▶ _Work instructions_
Leave every picture out and give back the lines below from the first through the line that holds "display:flex; align-items:center; gap:12px;", exactly as written.

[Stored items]
:::::

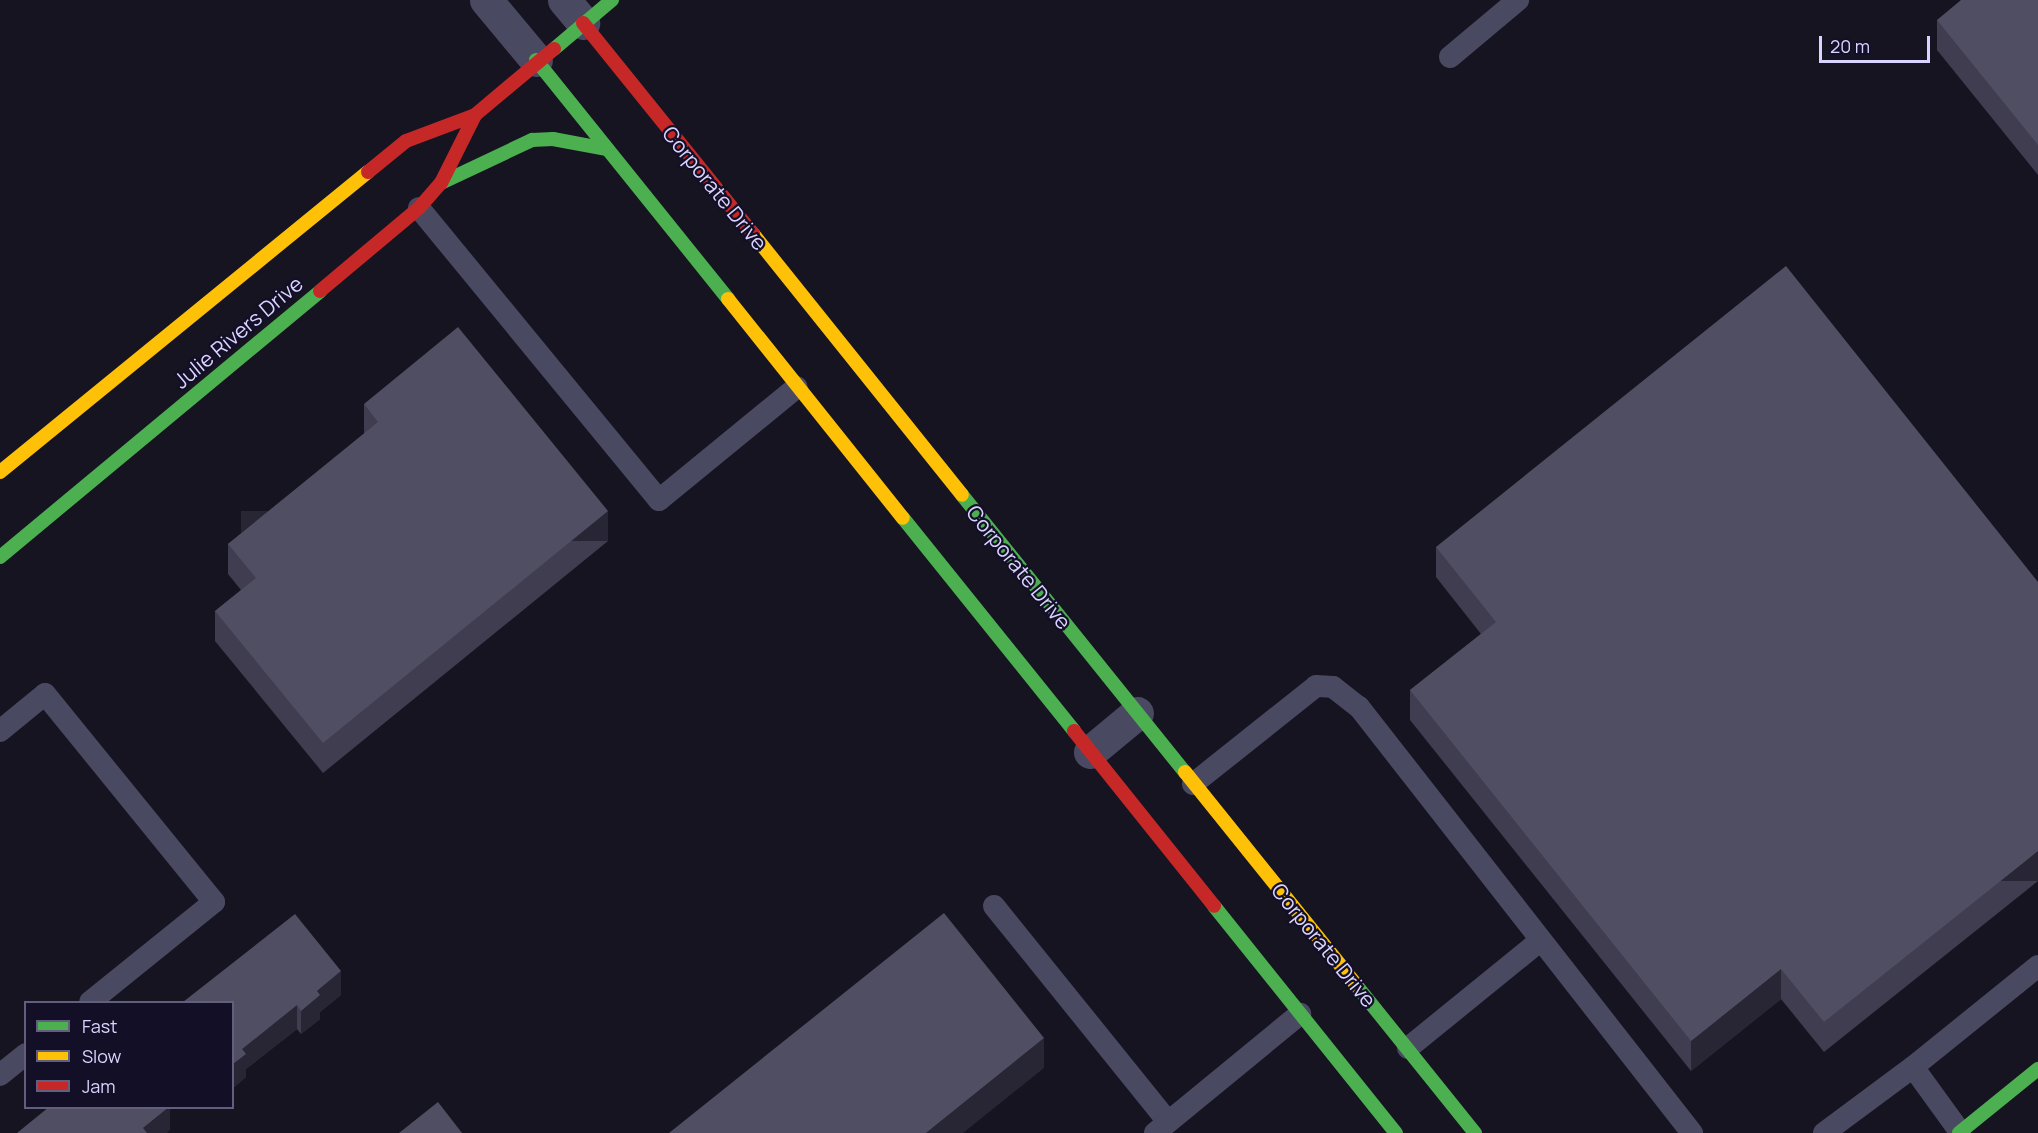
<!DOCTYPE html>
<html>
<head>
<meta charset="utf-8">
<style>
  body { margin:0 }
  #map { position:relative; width:2038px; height:1133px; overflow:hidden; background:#161421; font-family:Manrope,sans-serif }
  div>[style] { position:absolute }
  .lane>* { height:22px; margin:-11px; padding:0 11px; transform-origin:11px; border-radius:11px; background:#4a4962 }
  .street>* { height:33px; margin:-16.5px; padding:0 16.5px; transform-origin:16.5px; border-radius:16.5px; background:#4a4962 }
  .fast>* { height:14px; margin:-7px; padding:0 7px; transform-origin:7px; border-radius:7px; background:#4caf50 }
  .slow>* { height:14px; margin:-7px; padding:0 7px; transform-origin:7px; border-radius:7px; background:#ffc107 }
  .jam>* { height:14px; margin:-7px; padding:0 7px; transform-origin:7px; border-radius:7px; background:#c62828 }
  .wall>* { inset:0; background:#403d50 }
  .shaded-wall>* { inset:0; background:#282635; transform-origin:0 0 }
  .building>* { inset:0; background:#504e63 }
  span { translate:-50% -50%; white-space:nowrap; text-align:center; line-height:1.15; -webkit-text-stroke:4.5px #130f26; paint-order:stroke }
  .street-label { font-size:21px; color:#d9d4ff }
  .legend { position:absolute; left:24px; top:1001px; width:210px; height:108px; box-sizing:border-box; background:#130f26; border:2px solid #625e7d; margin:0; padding:8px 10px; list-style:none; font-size:18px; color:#d9d4ff }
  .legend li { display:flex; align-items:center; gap:12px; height:30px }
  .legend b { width:30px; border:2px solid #625e7d }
  .scale { position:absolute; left:1819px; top:36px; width:111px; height:27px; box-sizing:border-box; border:3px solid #d9d4ff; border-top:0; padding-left:8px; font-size:18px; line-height:21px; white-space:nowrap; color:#d9d4ff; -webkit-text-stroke:4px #130f26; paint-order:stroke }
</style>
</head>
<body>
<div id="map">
  <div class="lane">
    <div style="left:1450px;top:57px;width:89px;rotate:-40deg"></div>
    <div style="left:419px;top:208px;width:378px;rotate:50.6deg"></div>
    <div style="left:659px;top:500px;width:178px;rotate:-39.3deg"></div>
    <div style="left:0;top:731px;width:58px;rotate:-39.4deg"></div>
    <div style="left:45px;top:694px;width:268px;rotate:50.9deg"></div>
    <div style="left:214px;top:902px;width:159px;rotate:141.1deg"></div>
    <div style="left:1193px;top:784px;width:157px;rotate:-38.5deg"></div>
    <div style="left:1316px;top:686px;width:17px;rotate:3deg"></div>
    <div style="left:1333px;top:687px;width:33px;rotate:38deg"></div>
    <div style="left:1359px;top:707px;width:541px;rotate:51.99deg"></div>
    <div style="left:994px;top:906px;width:277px;rotate:51.1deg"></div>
    <div style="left:1408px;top:1048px;width:171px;rotate:-39.1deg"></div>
    <div style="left:1913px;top:1067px;width:80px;rotate:54.1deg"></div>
    <div style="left:0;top:1075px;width:33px;rotate:-39deg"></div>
    <div style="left:1155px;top:1133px;width:188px;rotate:-39.4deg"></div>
    <div style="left:1824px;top:1133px;width:111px;rotate:-36.6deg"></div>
    <div style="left:1913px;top:1067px;width:161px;rotate:-38.9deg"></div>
  </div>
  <div class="street">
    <div style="left:486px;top:0;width:78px;rotate:50.2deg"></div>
    <div style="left:564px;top:0;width:30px;rotate:50deg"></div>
    <div style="left:1090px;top:752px;width:61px;rotate:-39.7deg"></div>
  </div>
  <div class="fast">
    <div style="left:554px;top:49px;width:76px;rotate:-40.2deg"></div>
    <div style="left:536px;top:60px;width:307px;rotate:51.2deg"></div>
    <div style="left:441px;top:183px;width:101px;rotate:-25.3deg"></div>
    <div style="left:532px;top:140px;width:21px;rotate:-3deg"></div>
    <div style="left:553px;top:139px;width:55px;rotate:10.5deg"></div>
    <div style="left:962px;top:495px;width:356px;rotate:51.2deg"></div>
    <div style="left:903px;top:518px;width:273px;rotate:51.2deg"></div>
    <div style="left:0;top:557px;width:416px;rotate:-39.7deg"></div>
    <div style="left:1214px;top:906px;width:291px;rotate:51.3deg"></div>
    <div style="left:1356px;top:985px;width:190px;rotate:51.2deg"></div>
    <div style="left:1959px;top:1133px;width:102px;rotate:-39deg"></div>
  </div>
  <div class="slow">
    <div style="left:753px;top:234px;width:334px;rotate:51.3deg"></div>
    <div style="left:728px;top:299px;width:280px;rotate:51.4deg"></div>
    <div style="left:0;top:472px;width:475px;rotate:-39.2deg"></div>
    <div style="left:1185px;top:772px;width:273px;rotate:51.2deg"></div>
  </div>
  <div class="jam">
    <div style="left:583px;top:23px;width:271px;rotate:51.1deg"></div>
    <div style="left:368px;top:172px;width:49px;rotate:-39.2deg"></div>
    <div style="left:406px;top:141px;width:74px;rotate:-20.6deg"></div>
    <div style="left:475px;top:115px;width:103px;rotate:-39.9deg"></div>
    <div style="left:320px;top:291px;width:129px;rotate:-40deg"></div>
    <div style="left:419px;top:208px;width:33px;rotate:-49deg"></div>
    <div style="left:441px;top:183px;width:76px;rotate:-63.4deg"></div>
    <div style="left:1074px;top:731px;width:224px;rotate:51.3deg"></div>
  </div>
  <div class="wall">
    <div style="clip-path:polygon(2038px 0,2038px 175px,1937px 50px,1937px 20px)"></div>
    <div style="clip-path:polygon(364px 404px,608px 541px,323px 773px,215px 641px,215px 611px,241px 590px,228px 574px,228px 544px,364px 434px)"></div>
    <div style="clip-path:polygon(1436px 547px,2038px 582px,2038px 881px,1824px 1052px,1781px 999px,1691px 1071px,1410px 720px,1410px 690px,1481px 634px,1436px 577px)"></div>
    <div style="clip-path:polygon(341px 995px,320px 1012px,320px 1019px,301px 1034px,297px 1029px,246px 1069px,246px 1077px,233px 1088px,232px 1002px)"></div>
  </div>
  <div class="shaded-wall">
    <div style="left:608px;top:511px;width:30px;height:367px;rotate:90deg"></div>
    <div style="left:2038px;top:851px;width:30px;height:274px;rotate:90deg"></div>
    <div style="clip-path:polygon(1781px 969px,1781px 999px,1691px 1071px,1691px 1041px)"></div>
    <div style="clip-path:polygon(341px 971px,341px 995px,320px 1012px,320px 1019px,301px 1034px,301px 1011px,317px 991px)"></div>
    <div style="clip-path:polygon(297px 1005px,297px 1029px,246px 1069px,246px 1077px,233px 1088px,233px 1064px,242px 1049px)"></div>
    <div style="clip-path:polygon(1044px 1038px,1044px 1068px,963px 1133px,926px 1133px)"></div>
    <div style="clip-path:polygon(169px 1107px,170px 1107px,170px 1130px,167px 1133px,143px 1133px,143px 1128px)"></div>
  </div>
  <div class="building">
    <div style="clip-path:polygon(1961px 0,2038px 0,2038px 145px,1937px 20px)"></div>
    <div style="clip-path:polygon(1786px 266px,2038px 582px,2038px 851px,1824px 1022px,1781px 969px,1691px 1041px,1410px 690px,1496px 622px,1436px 547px)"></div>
    <div style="clip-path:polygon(458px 327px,608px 511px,323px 743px,215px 611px,256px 578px,228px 544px,378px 422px,364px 404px)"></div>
    <div style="clip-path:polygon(944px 913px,1044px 1038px,926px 1133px,669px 1133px)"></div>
    <div style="clip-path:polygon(295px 914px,341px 971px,317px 991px,320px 995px,301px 1011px,297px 1005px,242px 1049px,246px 1054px,233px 1064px,232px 1002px,183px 1002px)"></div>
    <div style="clip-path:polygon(438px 1102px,462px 1133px,399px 1133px)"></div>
    <div style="clip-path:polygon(49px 1107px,169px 1107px,143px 1128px,147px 1133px,17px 1133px)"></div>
  </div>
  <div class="street-label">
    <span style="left:715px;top:188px;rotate:51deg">Corporate Drive</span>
    <span style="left:238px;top:332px;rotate:-40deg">Julie Rivers Drive</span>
    <span style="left:1019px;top:567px;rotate:51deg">Corporate Drive</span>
    <span style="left:1324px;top:945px;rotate:51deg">Corporate Drive</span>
  </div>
  <ul class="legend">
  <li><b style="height:8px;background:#4caf50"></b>Fast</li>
  <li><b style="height:8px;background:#ffc107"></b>Slow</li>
  <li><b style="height:8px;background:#c62828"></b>Jam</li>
  </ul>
  <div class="scale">20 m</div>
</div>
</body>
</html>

:::::

▶ _Result of this task_
<!DOCTYPE html>
<html>
<head>
<meta charset="utf-8">
<style>
  body { margin:0 }
  #map { position:relative; width:2038px; height:1133px; overflow:hidden; background:#161421; font-family:Manrope,sans-serif }
  div>[style] { position:absolute }
  .lane>* { height:22px; margin:-11px; padding:0 11px; transform-origin:11px; border-radius:11px; background:#4a4962 }
  .street>* { height:33px; margin:-16.5px; padding:0 16.5px; transform-origin:16.5px; border-radius:16.5px; background:#4a4962 }
  .fast>* { height:14px; margin:-7px; padding:0 7px; transform-origin:7px; border-radius:7px; background:#4caf50 }
  .slow>* { height:14px; margin:-7px; padding:0 7px; transform-origin:7px; border-radius:7px; background:#ffc107 }
  .jam>* { height:14px; margin:-7px; padding:0 7px; transform-origin:7px; border-radius:7px; background:#c62828 }
  .wall>* { inset:0; background:#403d50 }
  .shaded-wall>* { inset:0; background:#282635; transform-origin:0 0 }
  .building>* { inset:0; background:#504e63 }
  span { translate:-50% -50%; white-space:nowrap; text-align:center; line-height:1.15; -webkit-text-stroke:4.5px #130f26; paint-order:stroke }
  .street-label { font-size:21px; color:#d9d4ff }
  .legend { position:absolute; left:24px; top:1001px; width:210px; height:108px; box-sizing:border-box; background:#130f26; border:2px solid #625e7d; margin:0; padding:8px 10px; list-style:none; font-size:18px; color:#d9d4ff }
  .legend li { display:flex; align-items:center; gap:12px; height:30px }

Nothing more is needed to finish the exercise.